### WHAT THIS TASK INVOLVES
Within the records below, filter for lines carrying the word "Temlett" and copy them.

----- RECORD SET

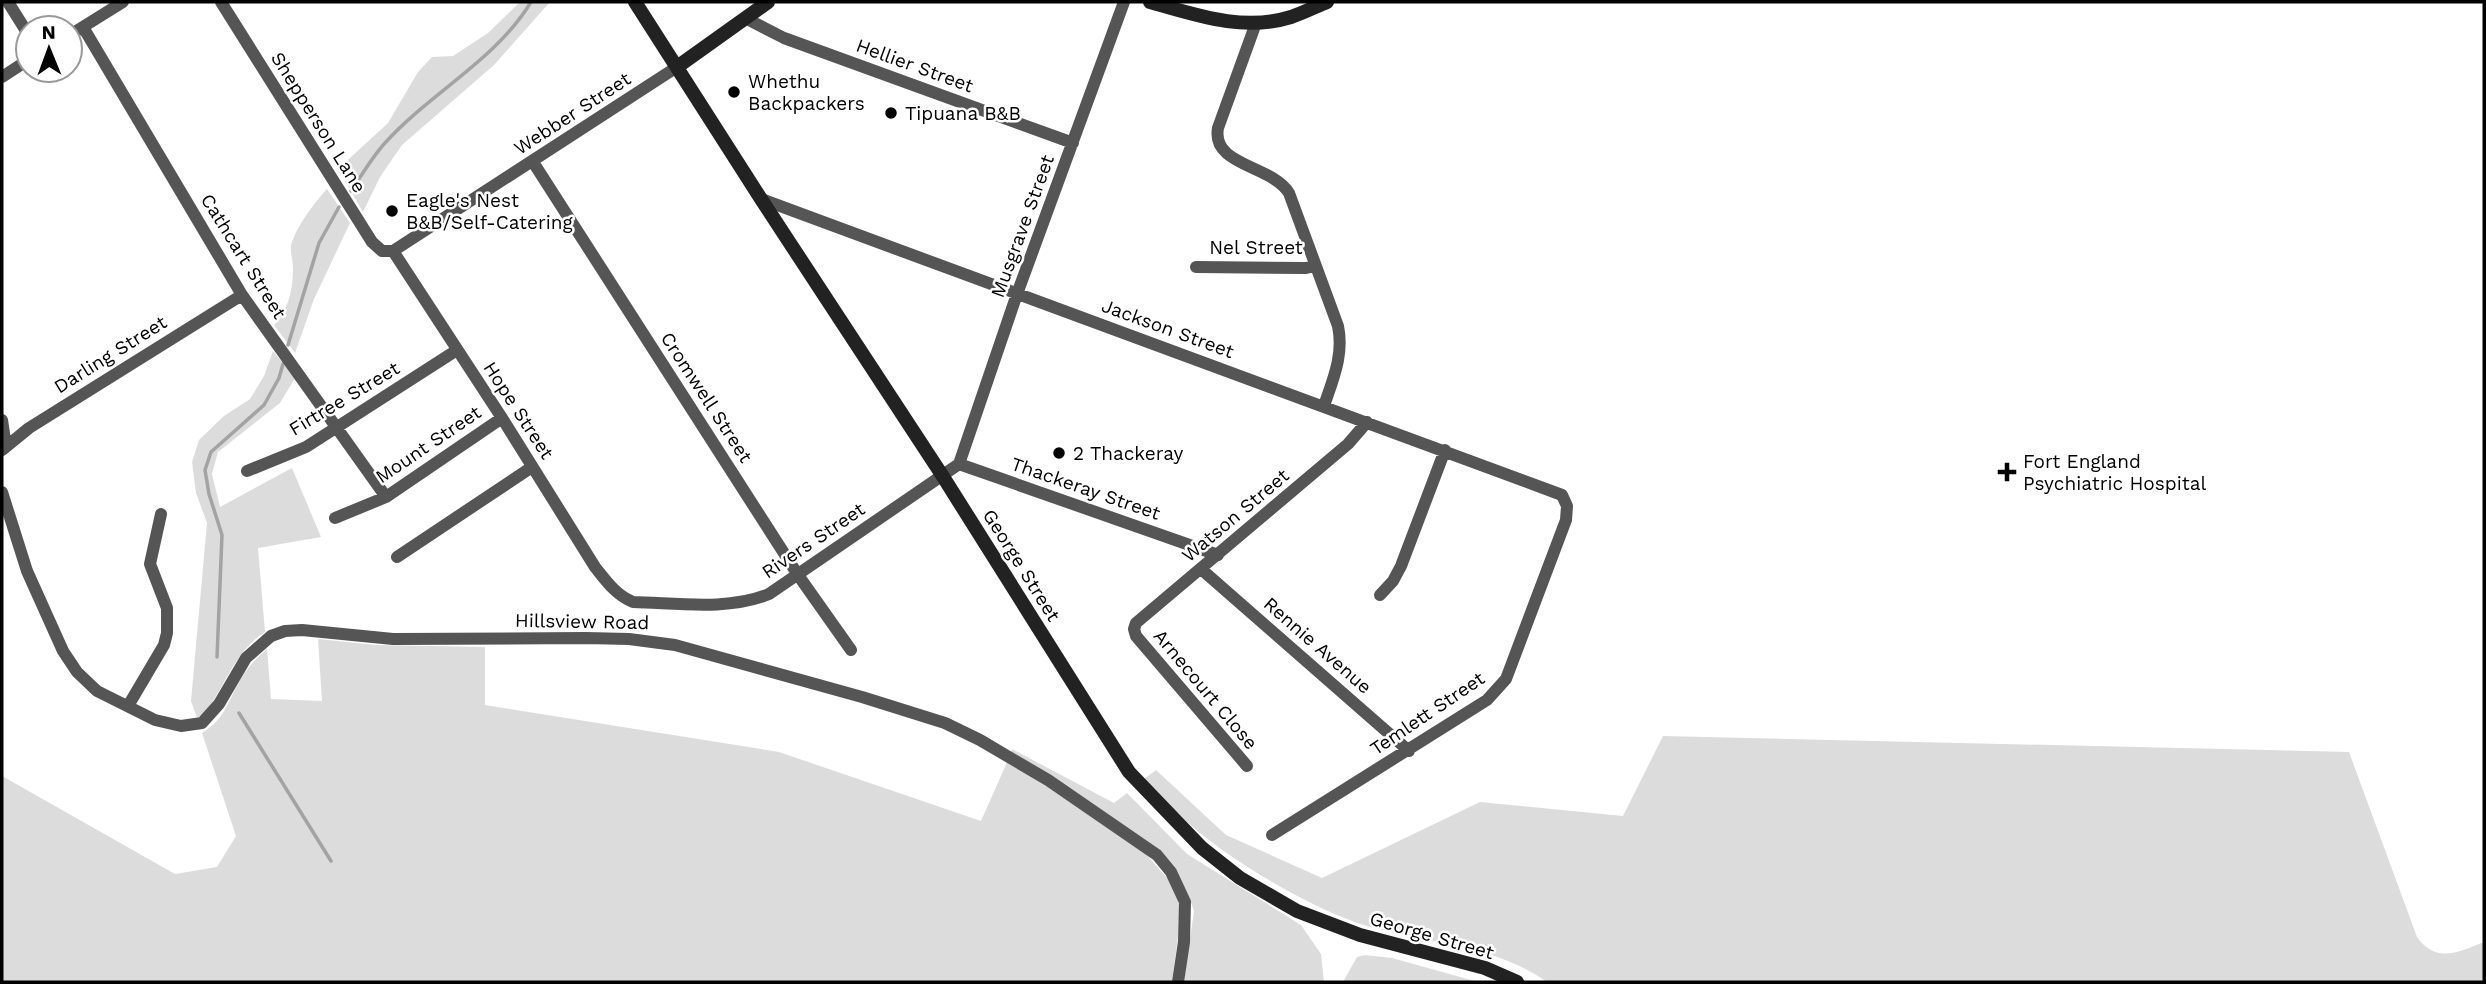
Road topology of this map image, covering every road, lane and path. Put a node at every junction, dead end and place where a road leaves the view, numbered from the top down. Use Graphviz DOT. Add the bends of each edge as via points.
graph roads {
  1 [pos="123,2"];
  2 [pos="221,2"];
  3 [pos="635,2"];
  4 [pos="768,2"];
  5 [pos="1124,2"];
  6 [pos="1150,2"];
  7 [pos="1327,2"];
  8 [pos="745,18"];
  9 [pos="1256,23"];
  10 [pos="84,26"];
  11 [pos="84,29"];
  12 [pos="677,67"];
  13 [pos="1073,143"];
  14 [pos="533,162"];
  15 [pos="761,199"];
  16 [pos="393,251"];
  17 [pos="1315,266"];
  18 [pos="1196,267"];
  19 [pos="1017,293"];
  20 [pos="242,295"];
  21 [pos="457,350"];
  22 [pos="1324,406"];
  23 [pos="502,418"];
  24 [pos="2,420"];
  25 [pos="1367,422"];
  26 [pos="337,427"];
  27 [pos="4,448"];
  28 [pos="1445,450"];
  29 [pos="959,464"];
  30 [pos="533,467"];
  31 [pos="247,471"];
  32 [pos="942,475"];
  33 [pos="2,492"];
  34 [pos="1562,495"];
  35 [pos="386,496"];
  36 [pos="161,514"];
  37 [pos="335,518"];
  38 [pos="1218,555"];
  39 [pos="397,557"];
  40 [pos="1201,569"];
  41 [pos="798,575"];
  42 [pos="612,589"];
  43 [pos="1380,595"];
  44 [pos="1136,636"];
  45 [pos="851,650"];
  46 [pos="128,706"];
  47 [pos="1409,751"];
  48 [pos="1247,766"];
  49 [pos="1272,835"];
  50 [pos="1178,982"];
  51 [pos="1517,982"];
  1 -- 10 [label="street"];
  2 -- 16 [label="street, Shepperson Lane" via="372,242 383,251"];
  3 -- 12 [label="main road, George Street"];
  4 -- 8 [label="main road, Webber Street"];
  5 -- 13 [label="street, Musgrave Street"];
  6 -- 9 [label="main road" via="1222,22"];
  7 -- 9 [label="main road" via="1290,17"];
  8 -- 12 [label="main road, Webber Street"];
  8 -- 13 [label="street, Hellier Street" via="784,38"];
  9 -- 17 [label="street" via="1217,141 1229,156 1284,185"];
  11 -- 20 [label="street, Cathcart Street"];
  12 -- 14 [label="street, Webber Street"];
  12 -- 15 [label="main road, George Street"];
  13 -- 19 [label="street, Musgrave Street"];
  14 -- 16 [label="street, Webber Street"];
  14 -- 41 [label="street, Cromwell Street"];
  15 -- 19 [label="street, Jackson Street"];
  15 -- 32 [label="main road, George Street"];
  16 -- 21 [label="street, Hope Street"];
  17 -- 18 [label="street, Nel Street"];
  17 -- 22 [label="street" via="1341,339"];
  19 -- 22 [label="street, Jackson Street"];
  19 -- 29 [label="street, Musgrave Street"];
  20 -- 26 [label="street, Cathcart Street"];
  20 -- 27 [label="street, Darling Street"];
  21 -- 23 [label="street, Hope Street"];
  21 -- 26 [label="street, Firtree Street"];
  22 -- 25 [label="street, Jackson Street"];
  23 -- 30 [label="street, Hope Street"];
  23 -- 35 [label="street, Mount Street"];
  24 -- 27 [label="street"];
  25 -- 28 [label="street, Jackson Street"];
  25 -- 38 [label="street, Watson Street" via="1348,444"];
  26 -- 31 [label="street, Firtree Street" via="306,447"];
  26 -- 35 [label="street, Cathcart Street"];
  28 -- 34 [label="street, Jackson Street"];
  28 -- 43 [label="street" via="1397,573"];
  29 -- 32 [label="street"];
  29 -- 38 [label="street, Thackeray Street"];
  30 -- 39 [label="street"];
  30 -- 42 [label="street, Hope Street"];
  32 -- 41 [label="street, Rivers Street"];
  32 -- 51 [label="main road, George Street" via="1129,772 1202,848 1240,878 1297,911"];
  33 -- 46 [label="street, Hillsview Road" via="27,571 62,651 97,691"];
  34 -- 47 [label="street, Temlett Street" via="1566,520 1506,679 1487,700"];
  35 -- 37 [label="street, Mount Street"];
  36 -- 46 [label="street" via="150,564 167,608 167,633"];
  38 -- 40 [label="street, Watson Street"];
  40 -- 44 [label="street, Watson Street" via="1142,616 1133,629"];
  40 -- 47 [label="street, Rennie Avenue"];
  41 -- 42 [label="street, Rivers Street" via="769,594 732,604 633,602"];
  41 -- 45 [label="street, Cromwell Street"];
  44 -- 48 [label="street, Arnecourt Close"];
  46 -- 50 [label="street, Hillsview Road" via="168,725 202,723 246,658 271,636 285,631 393,639 629,639 675,645 945,723 1048,780 1157,855 1171,872 1185,901"];
  47 -- 49 [label="street, Temlett Street"];
}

----------

### THE COMPLETED TASK
  34 -- 47 [label="street, Temlett Street" via="1566,520 1506,679 1487,700"];
  47 -- 49 [label="street, Temlett Street"];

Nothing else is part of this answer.